■ Your objective: Where in the data below does the word "Jeevni" appear? Copy each line that holds it.

■ Listed entries:
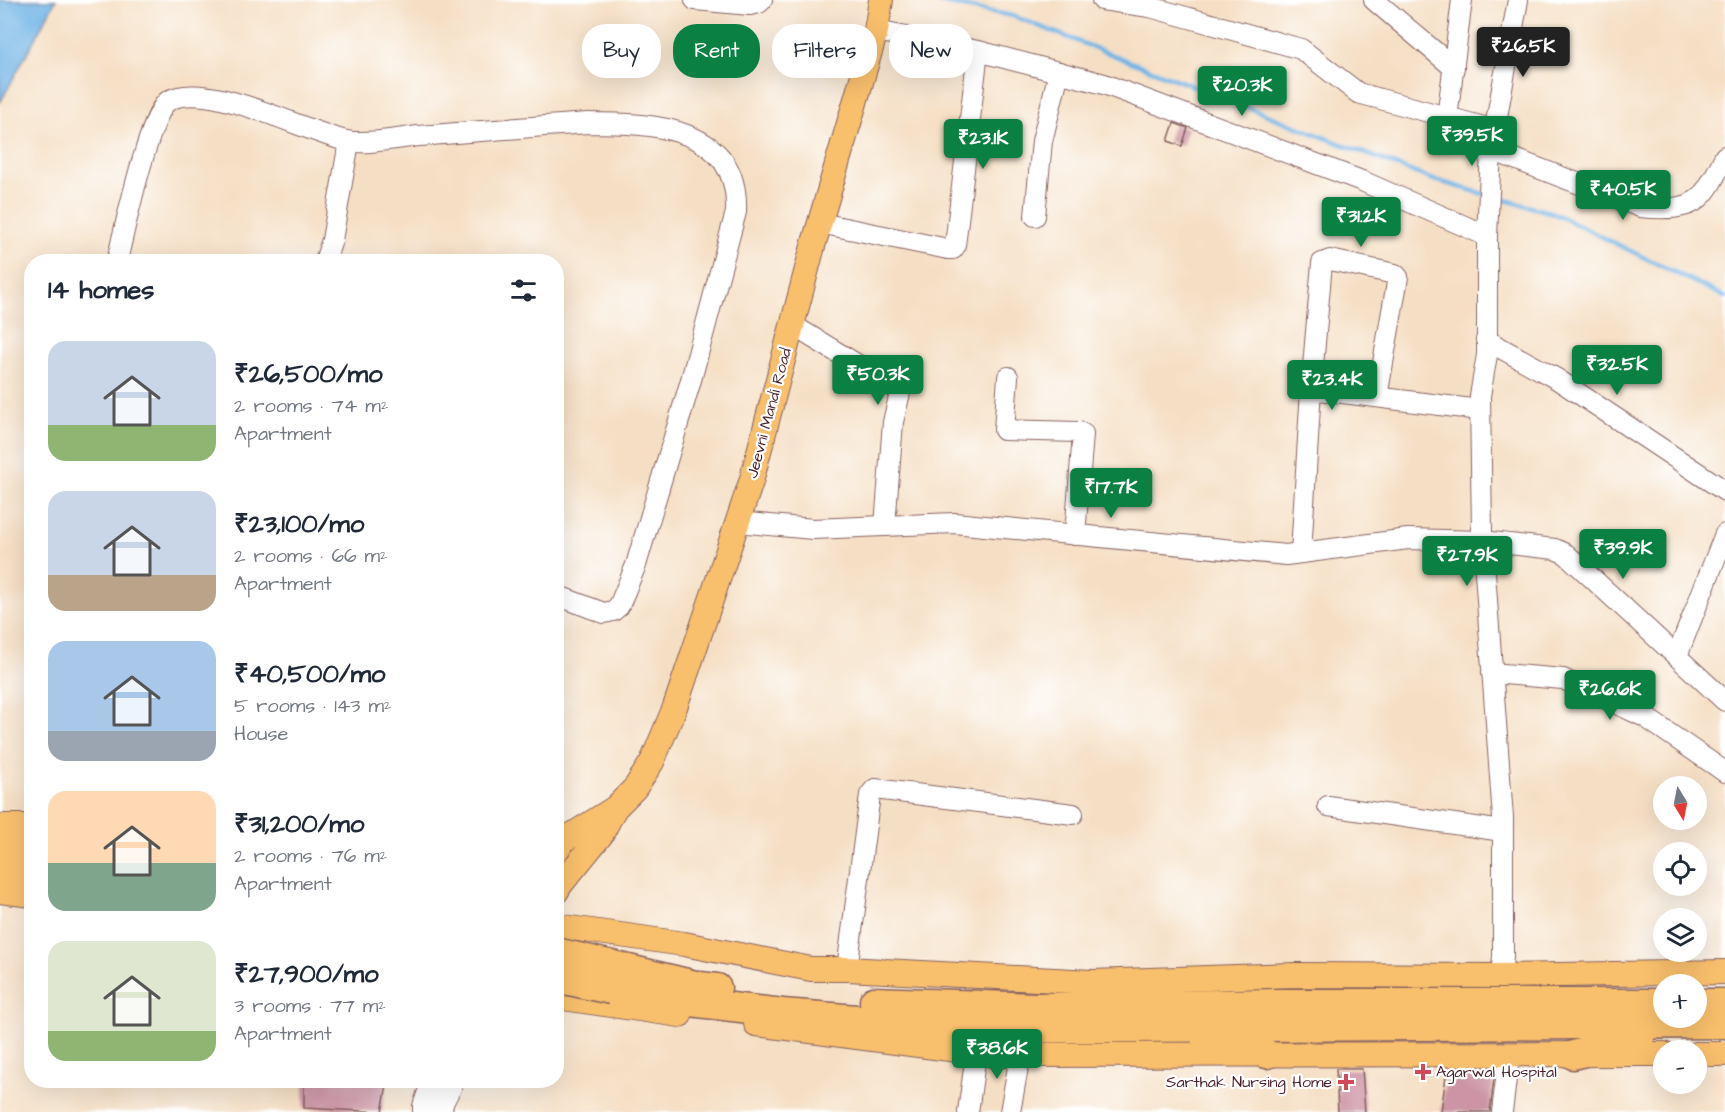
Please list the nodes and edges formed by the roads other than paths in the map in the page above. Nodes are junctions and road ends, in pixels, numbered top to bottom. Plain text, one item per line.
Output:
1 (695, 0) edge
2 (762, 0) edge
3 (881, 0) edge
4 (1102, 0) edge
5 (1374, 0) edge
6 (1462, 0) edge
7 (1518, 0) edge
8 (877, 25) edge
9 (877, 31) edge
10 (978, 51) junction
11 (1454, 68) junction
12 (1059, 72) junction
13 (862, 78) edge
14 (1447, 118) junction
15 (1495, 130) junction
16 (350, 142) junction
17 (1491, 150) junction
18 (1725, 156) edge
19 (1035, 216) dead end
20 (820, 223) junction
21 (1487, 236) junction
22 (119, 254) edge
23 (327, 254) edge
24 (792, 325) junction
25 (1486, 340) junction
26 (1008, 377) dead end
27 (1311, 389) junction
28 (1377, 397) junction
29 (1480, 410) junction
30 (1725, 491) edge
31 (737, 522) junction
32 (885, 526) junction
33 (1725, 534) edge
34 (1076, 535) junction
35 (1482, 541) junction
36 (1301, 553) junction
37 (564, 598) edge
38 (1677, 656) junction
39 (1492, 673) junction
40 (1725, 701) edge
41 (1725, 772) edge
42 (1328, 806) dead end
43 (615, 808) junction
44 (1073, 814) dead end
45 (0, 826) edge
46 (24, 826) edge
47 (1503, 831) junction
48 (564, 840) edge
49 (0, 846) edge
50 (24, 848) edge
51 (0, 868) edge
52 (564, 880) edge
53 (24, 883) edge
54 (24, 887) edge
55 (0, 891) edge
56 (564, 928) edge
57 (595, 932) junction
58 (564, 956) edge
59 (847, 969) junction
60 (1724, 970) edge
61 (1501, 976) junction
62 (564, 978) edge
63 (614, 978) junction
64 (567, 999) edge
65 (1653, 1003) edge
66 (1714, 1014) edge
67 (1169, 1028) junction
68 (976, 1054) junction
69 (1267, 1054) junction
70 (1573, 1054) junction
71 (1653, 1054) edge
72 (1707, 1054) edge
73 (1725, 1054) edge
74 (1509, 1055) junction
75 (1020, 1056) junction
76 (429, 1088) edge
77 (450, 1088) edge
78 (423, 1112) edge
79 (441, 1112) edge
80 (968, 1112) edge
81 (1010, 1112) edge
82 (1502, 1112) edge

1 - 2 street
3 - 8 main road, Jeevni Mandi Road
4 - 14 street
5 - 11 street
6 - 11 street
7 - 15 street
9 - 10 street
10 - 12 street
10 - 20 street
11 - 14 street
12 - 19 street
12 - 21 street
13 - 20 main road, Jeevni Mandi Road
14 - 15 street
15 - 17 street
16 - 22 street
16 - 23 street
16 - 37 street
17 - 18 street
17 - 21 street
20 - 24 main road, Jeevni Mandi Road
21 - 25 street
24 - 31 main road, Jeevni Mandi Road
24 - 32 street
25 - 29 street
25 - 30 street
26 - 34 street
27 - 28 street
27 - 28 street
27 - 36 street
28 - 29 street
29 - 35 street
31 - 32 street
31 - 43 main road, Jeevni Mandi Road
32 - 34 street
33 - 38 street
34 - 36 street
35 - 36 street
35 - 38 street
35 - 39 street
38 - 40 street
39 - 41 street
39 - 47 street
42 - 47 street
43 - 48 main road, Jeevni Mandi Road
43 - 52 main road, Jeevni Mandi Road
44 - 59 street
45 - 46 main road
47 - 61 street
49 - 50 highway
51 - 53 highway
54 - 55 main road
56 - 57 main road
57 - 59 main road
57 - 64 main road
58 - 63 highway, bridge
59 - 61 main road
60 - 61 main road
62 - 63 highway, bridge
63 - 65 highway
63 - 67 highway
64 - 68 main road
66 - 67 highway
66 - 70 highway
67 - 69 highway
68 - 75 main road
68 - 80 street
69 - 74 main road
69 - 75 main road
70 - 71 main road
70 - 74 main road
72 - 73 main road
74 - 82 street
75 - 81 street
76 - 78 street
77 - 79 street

■ Solution:
3 - 8 main road, Jeevni Mandi Road
13 - 20 main road, Jeevni Mandi Road
20 - 24 main road, Jeevni Mandi Road
24 - 31 main road, Jeevni Mandi Road
31 - 43 main road, Jeevni Mandi Road
43 - 48 main road, Jeevni Mandi Road
43 - 52 main road, Jeevni Mandi Road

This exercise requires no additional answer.